## REQUIREMENT
Copy all lines below exactly as written. Leave pictures out.

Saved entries
--*--

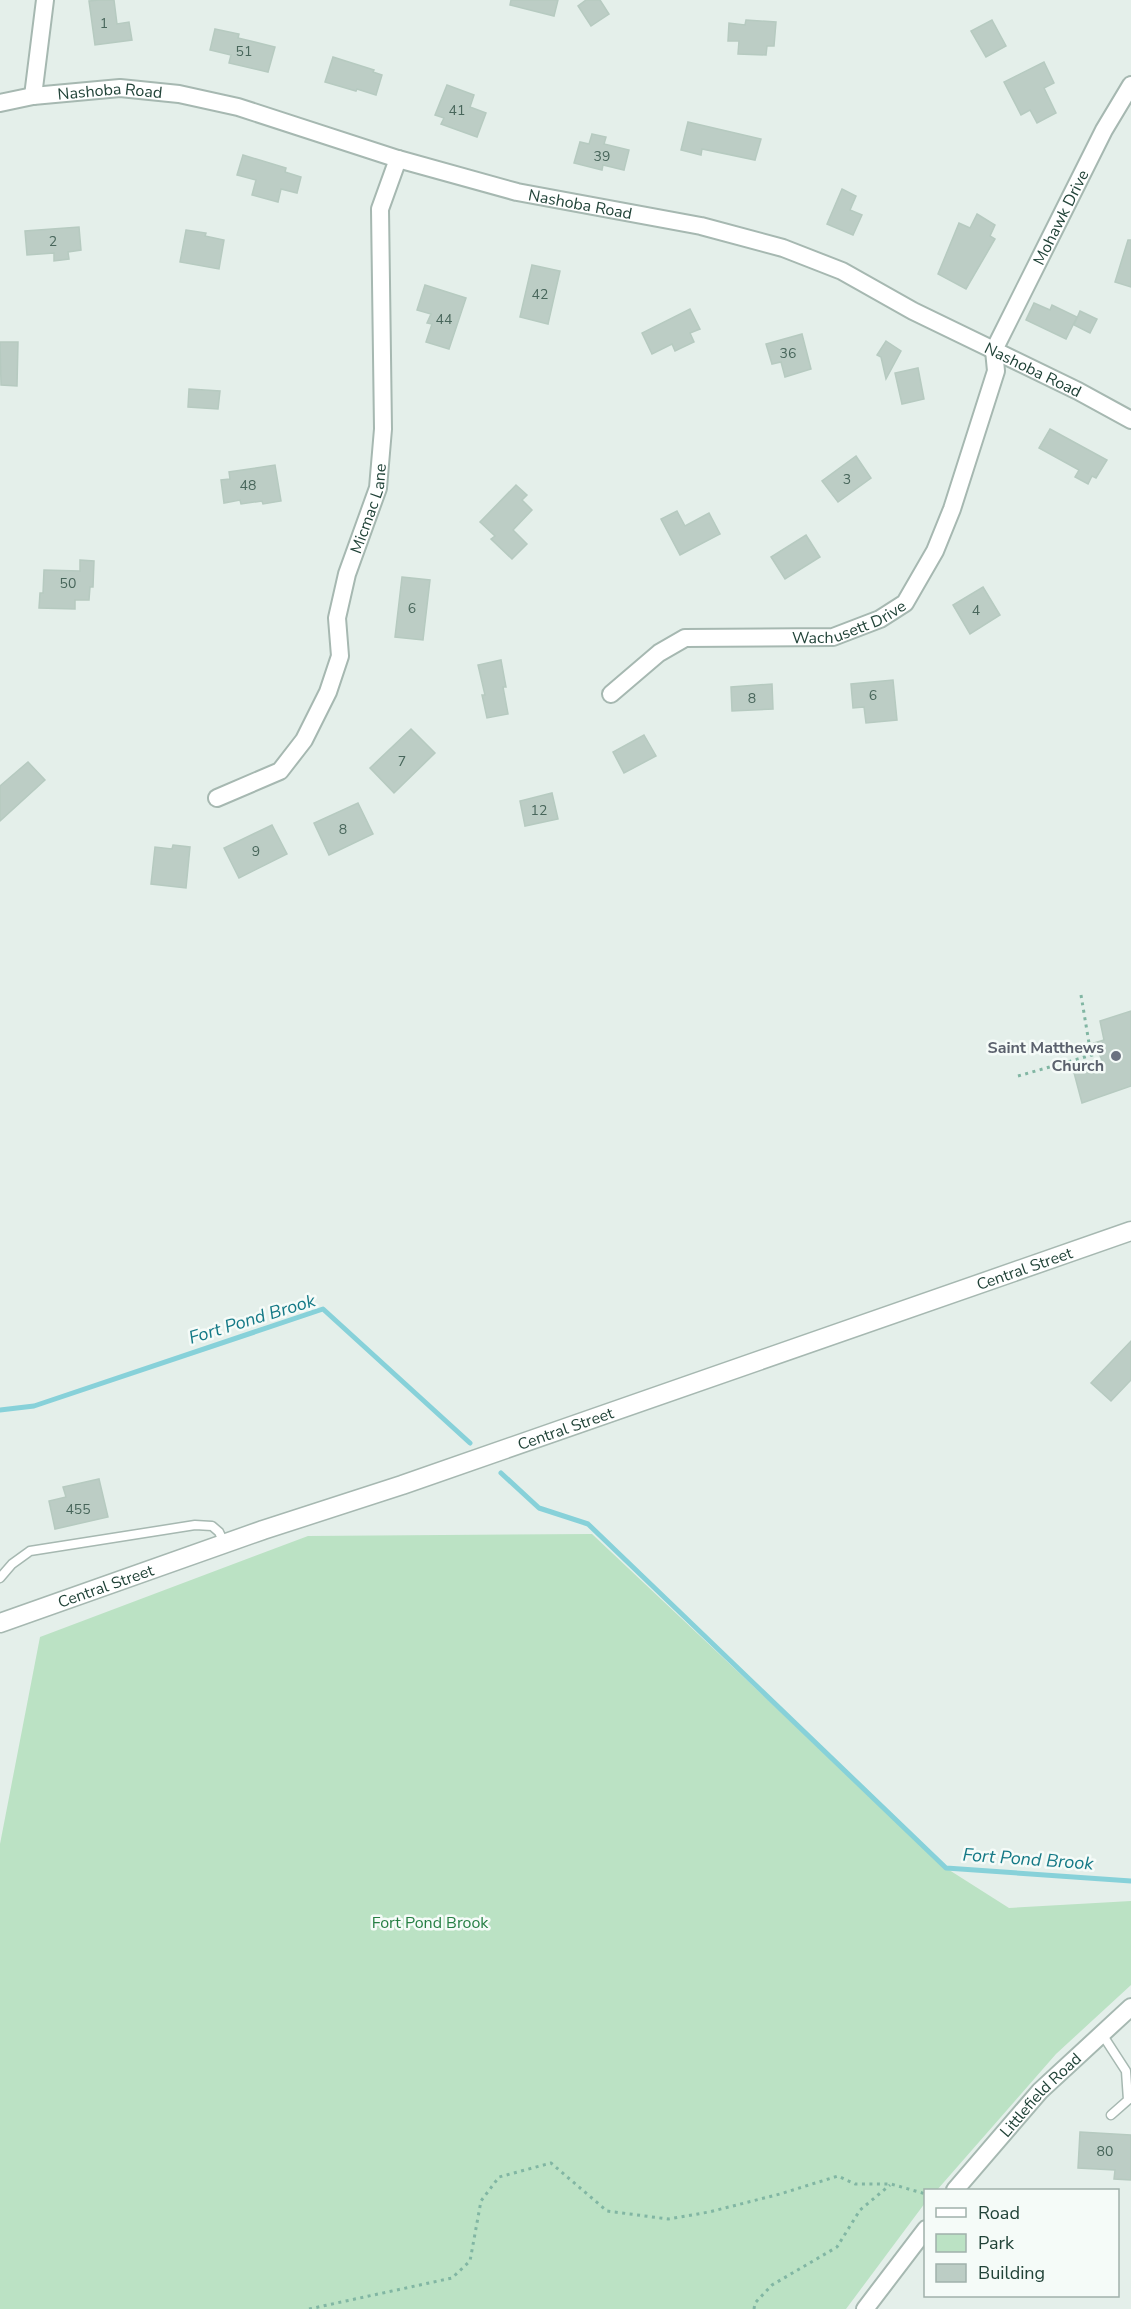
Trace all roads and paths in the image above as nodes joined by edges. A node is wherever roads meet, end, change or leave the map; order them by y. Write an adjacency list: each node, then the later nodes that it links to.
1 (45, 0): 3 (street)
2 (1131, 85): 6 (street, Mohawk Drive)
3 (33, 96): 4 (street, Nashoba Road); 5 (street, Nashoba Road)
4 (0, 102)
5 (398, 159): 6 (street, Nashoba Road); 9 (street, Micmac Lane)
6 (994, 350): 7 (street, Nashoba Road); 8 (street, Wachusett Drive)
7 (1131, 420)
8 (611, 694)
9 (217, 798)
10 (1081, 995): 12 (path)
11 (1099, 1053): 12 (path)
12 (1091, 1055): 13 (path)
13 (1018, 1076)
14 (1131, 1231): 15 (street, Central Street)
15 (226, 1545): 16 (lane); 17 (street, Central Street)
16 (0, 1578)
17 (0, 1623)
18 (1131, 2007): 19 (street, Littlefield Road)
19 (1102, 2034): 20 (lane); 22 (street, Littlefield Road)
20 (1111, 2115)
21 (891, 2184): 23 (path); 25 (path); 26 (path)
22 (956, 2189)
23 (924, 2193)
24 (924, 2232): 27 (street)
25 (309, 2309)
26 (754, 2309)
27 (865, 2309)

--*--

## WRITTEN ANSWER
Trace all roads and paths in the image above as nodes joined by edges. A node is wherever roads meet, end, change or leave the map; order them by y. Write an adjacency list: each node, then the later nodes that it links to.
1 (45, 0): 3 (street)
2 (1131, 85): 6 (street, Mohawk Drive)
3 (33, 96): 4 (street, Nashoba Road); 5 (street, Nashoba Road)
4 (0, 102)
5 (398, 159): 6 (street, Nashoba Road); 9 (street, Micmac Lane)
6 (994, 350): 7 (street, Nashoba Road); 8 (street, Wachusett Drive)
7 (1131, 420)
8 (611, 694)
9 (217, 798)
10 (1081, 995): 12 (path)
11 (1099, 1053): 12 (path)
12 (1091, 1055): 13 (path)
13 (1018, 1076)
14 (1131, 1231): 15 (street, Central Street)
15 (226, 1545): 16 (lane); 17 (street, Central Street)
16 (0, 1578)
17 (0, 1623)
18 (1131, 2007): 19 (street, Littlefield Road)
19 (1102, 2034): 20 (lane); 22 (street, Littlefield Road)
20 (1111, 2115)
21 (891, 2184): 23 (path); 25 (path); 26 (path)
22 (956, 2189)
23 (924, 2193)
24 (924, 2232): 27 (street)
25 (309, 2309)
26 (754, 2309)
27 (865, 2309)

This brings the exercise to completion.